Description of the task: Every line in the data below that holds "Nava" should be found and copied.

[[ Records to process open ]]

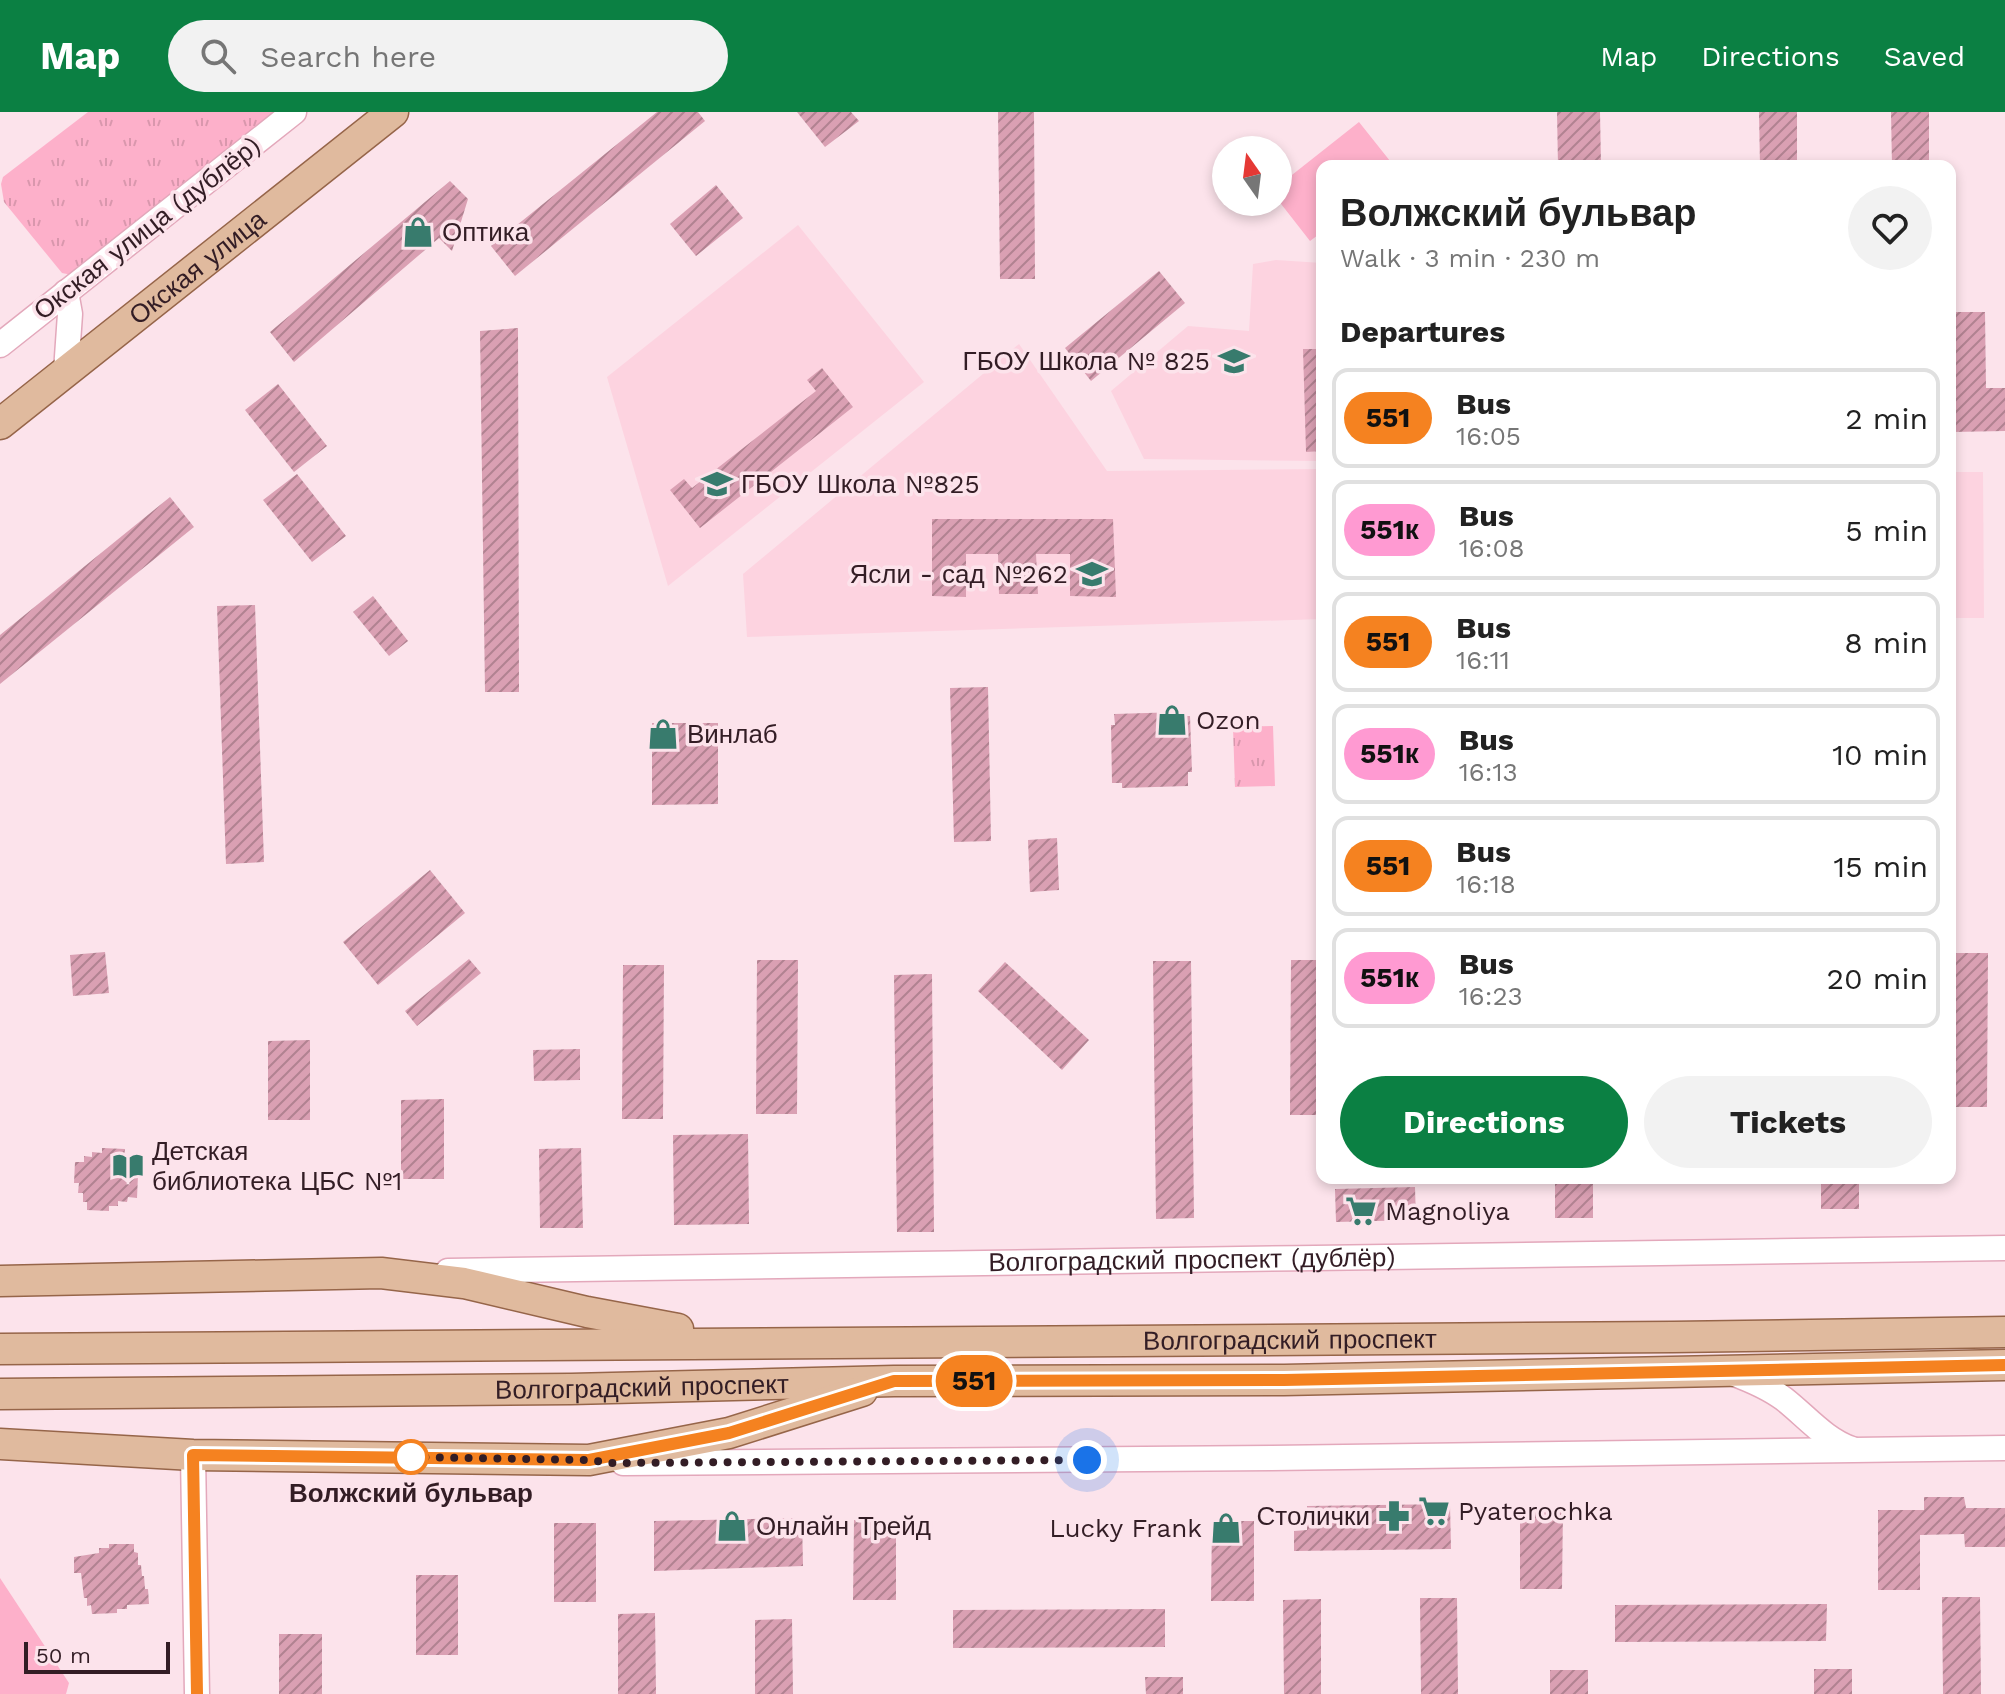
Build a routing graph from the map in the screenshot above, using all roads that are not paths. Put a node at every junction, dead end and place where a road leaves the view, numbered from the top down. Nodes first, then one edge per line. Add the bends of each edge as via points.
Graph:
1 (294, 112) edge
2 (393, 112) edge
3 (66, 292) junction
4 (0, 345) edge
5 (66, 371) junction
6 (0, 424) edge
7 (2005, 1248) edge
8 (381, 1273) junction
9 (0, 1281) edge
10 (2005, 1332) edge
11 (754, 1343) junction
12 (0, 1349) edge
13 (2005, 1365) edge
14 (1722, 1370) junction
15 (894, 1381) junction
16 (0, 1394) edge
17 (0, 1444) edge
18 (2005, 1448) edge
19 (1858, 1451) junction
20 (193, 1455) junction
21 (589, 1460) junction
22 (197, 1694) edge

1 - 3 street, Окская улица (дублёр)
2 - 5 main road, Окская улица
3 - 4 street, Окская улица (дублёр)
3 - 5 street
5 - 6 main road, Окская улица
7 - 8 street, Волгоградский проспект (дублёр)
8 - 9 main road, Волгоградский проспект (дублёр)
8 - 11 main road, Волгоградский проспект (дублёр) via 464,1283
10 - 11 main road, Волгоградский проспект
11 - 12 main road, Волгоградский проспект
13 - 14 main road, Волгоградский проспект
14 - 15 main road, Волгоградский проспект
14 - 19 street via 1758,1382 1832,1439
15 - 16 main road, Волгоградский проспект
15 - 21 main road via 729,1433
17 - 20 main road
18 - 19 street
19 - 21 street
20 - 21 main road
20 - 22 street

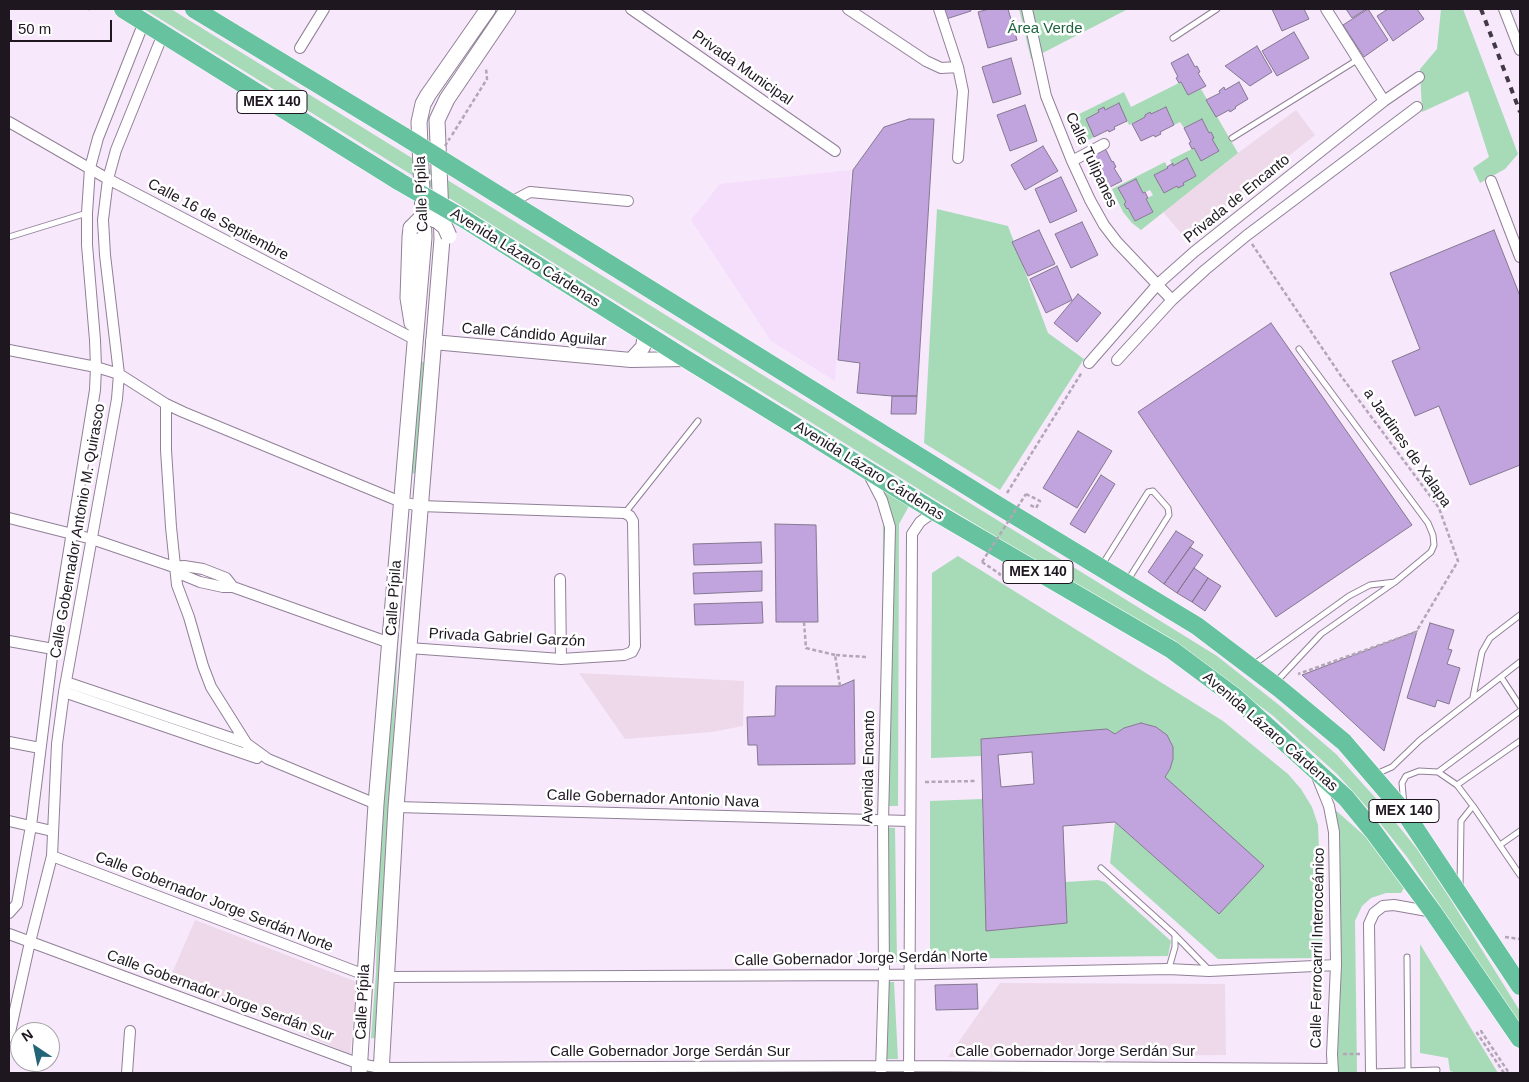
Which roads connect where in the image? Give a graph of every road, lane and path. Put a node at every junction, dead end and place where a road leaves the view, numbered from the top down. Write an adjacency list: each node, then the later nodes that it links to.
1 (123, 9): 13 (highway, Avenida Lázaro Cárdenas / MEX 140)
2 (194, 9): 35 (highway, MEX 140, bridge)
3 (324, 9): 17 (street)
4 (488, 9): 43 (main road, Calle Pípila)
5 (508, 9): 16 (main road, Calle Pípila)
6 (631, 9): 28 (street, Privada Municipal)
7 (848, 9): 20 (street)
8 (939, 9): 20 (street)
9 (1027, 9): 30 (street, Calle Tulipanes)
10 (1217, 9): 15 (lane)
11 (1326, 9): 19 (street)
12 (1504, 9): 18 (street)
13 (144, 22): 14 (highway, Avenida Lázaro Cárdenas / MEX 140); 31 (street, Calle Gobernador Antonio M. Quirasco)
14 (163, 34): 32 (street, Calle Gobernador Antonio M. Quirasco); 42 (highway, Avenida Lázaro Cárdenas / MEX 140, bridge)
15 (1173, 38)
16 (485, 44): 25 (path); 25 (main road, Calle Pípila)
17 (300, 48)
18 (1520, 50)
19 (1358, 59): 22 (street); 26 (lane)
20 (958, 67): 29 (street)
21 (1419, 77): 22 (street, Privada de Encanto)
22 (1384, 101): 40 (street, Privada de Encanto)
23 (1418, 107): 37 (street)
24 (9, 122): 31 (street, Calle 16 de Septiembre)
25 (443, 135): 44 (main road, Calle Pípila)
26 (1232, 138)
27 (1104, 144): 30 (street)
28 (835, 151)
29 (958, 158)
30 (1072, 160): 40 (street, Calle Tulipanes)
31 (90, 168): 32 (street, Calle 16 de Septiembre); 36 (street, Calle Gobernador Antonio M. Quirasco)
32 (108, 179): 43 (street, Calle 16 de Septiembre); 52 (street, Calle Gobernador Antonio M. Quirasco)
33 (1491, 181): 39 (street)
34 (628, 201): 35 (street)
35 (511, 202): 57 (highway, MEX 140)
36 (87, 213): 38 (lane); 51 (street, Calle Gobernador Antonio M. Quirasco)
37 (1246, 236): 41 (street); 86 (path, a Jardines de Xalapa)
38 (9, 237)
39 (1520, 257)
40 (1158, 284): 41 (street, Calle Tulipanes); 50 (street, Privada de Encanto)
41 (1172, 300): 49 (street)
42 (645, 334): 47 (highway, Avenida Lázaro Cárdenas / MEX 140); 48 (street)
43 (416, 340): 44 (main road, bridge); 59 (main road, Calle Pípila)
44 (433, 342): 48 (street, Calle Cándido Aguilar); 60 (main road, Calle Pípila)
45 (1299, 349): 70 (lane)
46 (9, 350): 51 (street)
47 (686, 359): 48 (street, Calle Cándido Aguilar); 55 (highway, Avenida Lázaro Cárdenas / MEX 140)
48 (631, 360)
49 (1117, 360)
50 (1088, 362): 57 (path)
51 (96, 367): 52 (street); 64 (street, Calle Gobernador Antonio M. Quirasco)
52 (119, 374): 53 (street); 65 (street, Calle Gobernador Antonio M. Quirasco)
53 (166, 404): 59 (street); 66 (street)
54 (698, 420): 61 (lane)
55 (865, 468): 62 (highway, Avenida Lázaro Cárdenas / MEX 140); 107 (street, Avenida Encanto)
56 (1014, 497): 57 (path)
57 (1003, 499): 67 (highway, MEX 140)
58 (1021, 500): 68 (path, bridge)
59 (401, 502): 60 (street); 75 (main road, Calle Pípila)
60 (420, 506): 61 (street); 76 (main road, Calle Pípila)
61 (624, 513): 80 (street, Privada Gabriel Garzón)
62 (937, 513): 96 (highway, Avenida Lázaro Cárdenas / MEX 140); 108 (street)
63 (9, 518): 64 (street)
64 (72, 532): 65 (street); 77 (street, Calle Gobernador Antonio M. Quirasco)
65 (92, 539): 66 (street); 85 (street, Calle Gobernador Antonio M. Quirasco)
66 (174, 567): 75 (street); 92 (street)
67 (1101, 568): 71 (highway, MEX 140); 71 (lane)
68 (999, 576)
69 (560, 579): 80 (street)
70 (1395, 582): 82 (lane); 86 (lane)
71 (1126, 583): 82 (highway, MEX 140)
72 (1520, 615): 87 (lane)
73 (804, 622): 78 (path)
74 (9, 641): 77 (street)
75 (390, 643): 102 (main road, Calle Pípila)
76 (409, 648): 80 (street, Privada Gabriel Garzón); 104 (main road, Calle Pípila)
77 (53, 649): 93 (street, Calle Gobernador Antonio M. Quirasco)
78 (835, 655): 79 (path); 84 (path)
79 (866, 657)
80 (561, 659)
81 (1520, 662): 83 (lane)
82 (1250, 667): 86 (highway, MEX 140)
83 (1501, 677): 87 (lane); 88 (lane)
84 (840, 686)
85 (65, 687): 92 (street); 94 (street); 110 (street, Calle Gobernador Antonio M. Quirasco)
86 (1277, 687): 98 (highway, MEX 140)
87 (1473, 698): 98 (lane)
88 (1520, 706)
89 (1520, 711): 97 (lane)
90 (9, 742): 93 (street)
91 (1520, 742): 101 (lane)
92 (246, 743): 94 (street); 95 (street)
93 (40, 748): 109 (street, Calle Gobernador Antonio M. Quirasco)
94 (255, 757): 95 (street)
95 (268, 759): 102 (street)
96 (1313, 766): 117 (highway, Avenida Lázaro Cárdenas / MEX 140); 123 (street, Calle Ferrocarril Interoceánico)
97 (1438, 772): 101 (lane); 105 (lane)
98 (1373, 775): 105 (highway, MEX 140)
99 (975, 781): 100 (path)
100 (925, 782)
101 (1456, 785): 103 (lane)
102 (376, 804): 128 (main road, Calle Pípila)
103 (1473, 806): 112 (lane); 116 (lane)
104 (396, 807): 107 (street, Calle Gobernador Antonio Nava); 129 (main road, Calle Pípila)
105 (1405, 813): 116 (highway, MEX 140)
106 (9, 821): 109 (street)
107 (883, 821): 108 (street, Calle Gobernador Antonio Nava); 127 (street, Avenida Encanto)
108 (909, 821): 126 (street)
109 (31, 826): 110 (street); 118 (street, Calle Gobernador Antonio M. Quirasco)
110 (52, 830): 113 (street, Calle Gobernador Antonio M. Quirasco)
111 (1520, 831): 112 (lane)
112 (1500, 844): 115 (lane)
113 (52, 856): 121 (street, Calle Gobernador Antonio M. Quirasco); 128 (street, Calle Gobernador Jorge Serdán Norte)
114 (1101, 868): 120 (lane)
115 (1520, 875)
116 (1460, 895): 130 (highway, MEX 140)
117 (1433, 912): 133 (highway, Avenida Lázaro Cárdenas / MEX 140); 135 (street)
118 (9, 913)
119 (9, 934): 121 (street, Calle Gobernador Jorge Serdán Sur)
120 (1175, 935): 124 (lane); 125 (lane)
121 (30, 942): 132 (street, Calle Gobernador Antonio M. Quirasco); 136 (street, Calle Gobernador Jorge Serdán Sur)
122 (1407, 957): 144 (lane)
123 (1336, 966): 125 (street, Calle Gobernador Jorge Serdán Norte); 134 (street, Calle Ferrocarril Interoceánico)
124 (1168, 969): 125 (street, Calle Gobernador Jorge Serdán Norte); 126 (street, Calle Gobernador Jorge Serdán Norte)
125 (1209, 970)
126 (910, 974): 127 (street, Calle Gobernador Jorge Serdán Norte); 139 (street)
127 (884, 975): 129 (street, Calle Gobernador Jorge Serdán Norte); 138 (street, Avenida Encanto)
128 (365, 976): 136 (main road, Calle Pípila)
129 (387, 977): 137 (main road, Calle Pípila)
130 (1520, 986)
131 (130, 1031): 145 (street)
132 (9, 1037)
133 (1519, 1039)
134 (1332, 1054): 135 (path); 143 (street, Calle Ferrocarril Interoceánico)
135 (1371, 1054): 146 (street)
136 (359, 1069): 137 (street, Calle Gobernador Jorge Serdán Sur)
137 (381, 1070): 138 (street, Calle Gobernador Jorge Serdán Sur)
138 (881, 1070): 139 (street, Calle Gobernador Jorge Serdán Sur)
139 (909, 1070): 142 (street, Calle Gobernador Jorge Serdán Sur)
140 (1233, 1070): 142 (street, Calle Gobernador Jorge Serdán Sur); 143 (street, Calle Gobernador Jorge Serdán Sur)
141 (1437, 1070): 144 (lane)
142 (1131, 1071)
143 (1333, 1071)
144 (1408, 1071): 146 (lane)
145 (127, 1073)
146 (1371, 1073)
147 (1504, 1073): 148 (path)
148 (1509, 1073)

[[ Records to process closed ]]

Response:
104 (396, 807): 107 (street, Calle Gobernador Antonio Nava); 129 (main road, Calle Pípila)
107 (883, 821): 108 (street, Calle Gobernador Antonio Nava); 127 (street, Avenida Encanto)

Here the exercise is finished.